The resulting cost constraint would be satisfied if we followed this segment-rule based strategy. We also saw earlier that if we treated all units the resulting cost per unit would be ~ 2.69.

In addition to lower cost, the segment-rule based strategy also yields better metric outcome, compared to treating all units:

mycroft_assess(
  sherlock_results,
  param_type = "ote"
) %>% print
#> Counterfactual Mean Outcome If All Get Treatment
#>   Parameter Estimate:  2.268 
#>   95% Conf Interval: (2.185, 2.35) 
#>   Standard Error:  0.04209 
#> Counterfactual Mean Outcome If All Get Control
#>   Parameter Estimate:  1.168 
#>   95% Conf Interval: (1.137, 1.2) 
#>   Standard Error:  0.01598 
#> Counterfactual Mean Outcome If Treat Based on Segment Rule
#>   Parameter Estimate:  2.493 
#>   95% Conf Interval: (2.431, 2.554) 
#>   Standard Error:  0.03127 
#> Optimal Treatment Effect: Treat based on Segment Rule vs. All Get Treatment
#>   Parameter Estimate:  0.2248 
#>   95% Conf Interval: (0.1657, 0.2839) 
#>   Standard Error:  0.03014 
#> Optimal Treatment Effect: Treat based on Segment Rule vs All Get Control
#>   Parameter Estimate:  1.324 
#>   95% Conf Interval: (1.266, 1.382) 
#>   Standard Error:  0.02968

Appendix: The methodology behind sherlock

Let * \(A\) = treatment, 0 for control, 1 treatment. Consider binary for now. * \(Y\) = metric of interest. Continuous or binary. * \(W\) = baseline covariates. These include covariates used to adjust for confounder bias (if non-AB) and/or to reduce variance. May be continuous or discrete. * \(V\subseteq W\) = a set of segment dimensions/covariates, and \(\mathcal{V}\) its outcome space. A realization \(V=v\) represents a segment of users. * For a segment \(V=v\), \(CATE(v) = E[E(Y|A=1,W)-E(Y|A=0,W)|V=v)]\) is the Conditional Average Treatment Effect (CATE) on this segment.
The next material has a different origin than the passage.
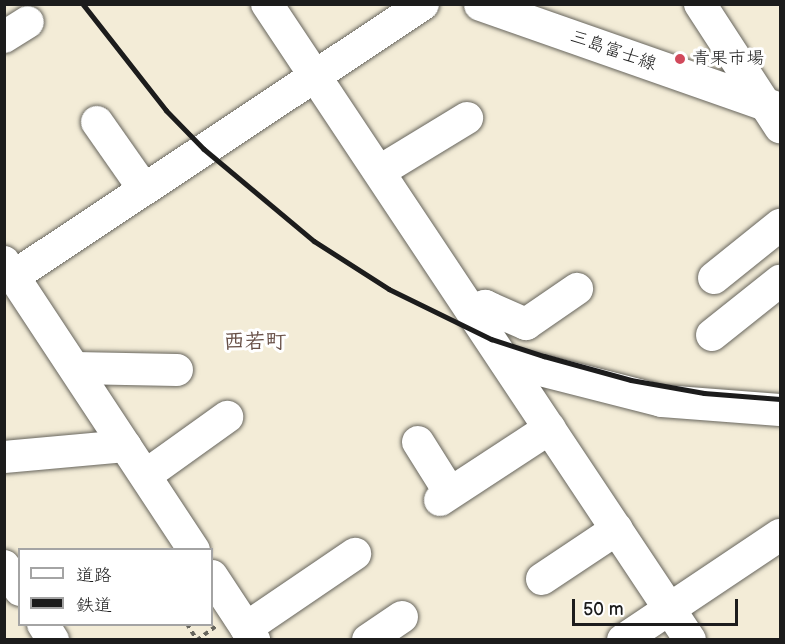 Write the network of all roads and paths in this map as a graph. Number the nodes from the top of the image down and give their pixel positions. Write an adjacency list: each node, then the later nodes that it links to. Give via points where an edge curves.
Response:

We want to know which segments of users would benefit from treatment. This benefit can be:

  1. In absolute terms. Specifically, the goal here is to identify segments \(T=\{v\in\mathcal{V}: CATE(v) > \text{threshold}\}\) for some user-specified benefit threshold.
  2. Subject to cost or side-effects constraints. This can be formulated in terms of a constrained optimization with respect to CATE: Identify segments \(T\subseteq \mathcal{V}\) so to maximize \[\phi= \sum_{v \in T} E[ E(Y|A=1, W) | V= v] p(v) +\sum_{v \notin T} E[ E(Y|A=0, W) | V= v]p(v)\] subject to the constraint \(\sum_{v \in T} Cost(v) p(v) \leq \text{budget}\), where the cost function \(Cost(v)\geq 0\) and the \(\text{budget}\) constraint are user-specified. In other words, we seek to learn the ‘should-treat’ segments \(T\), such that if we were to treat the population based on whether or not they belong to any of these segments in \(T\), then the resulting population-level outcome \(\phi\) is maximized, while the average cost per population unit is capped at the desired level. This can be reformulated in terms of the knapsack problem of finding \(T\subseteq \{v: CATE(v)>0\}\) which maximizes \(\phi_2=\sum_{v\in V} CATE(v)\) subject to the constraint \(\sum_{v \in T} Cost(v) p(v) \leq \text{budget}\).

Both of these questions can be framed in terms of classifying the segments based on some criterion on their CATE. Thus we largely divided the package into 3 modular tasks:

  1. sherlock_calculate: Estimating CATE.
  2. watson_segment: Learning the segmentation (i.e., which segments to treat).
  3. mycroft_assess: Evaluating the effectiveness of the resulting segmentation.

The CATE and the effectiveness measures are implemented using sample splitting principles in CVTMLE (Zheng and van der Laan (2010), van der Laan and Luedtke (2015)).

In sherlock_calculate: To estimate CATE, we first apply machine learning methods chosen by the user and sample splitting principles in CV-TMLE to estimate the outcome regression \(E(Y|A,W)\) and the propensity score \(p(A|W)\) (if non-AB data). Then, we use these nuisance parameter estimates to perform a double robust outcome transformation \(D=\frac{2A-1}{p(A|W)}[Y-E(Y|A,W)] + E(Y|1,W)-E(Y|0,W)\). We then regress this \(D\) onto the segment dimensions \(V\) using machine learning. This regression \(E(D|V)\) allows us to compute out-of-sample double robust estimates of \(CATE(V)\), and the associated standard errors.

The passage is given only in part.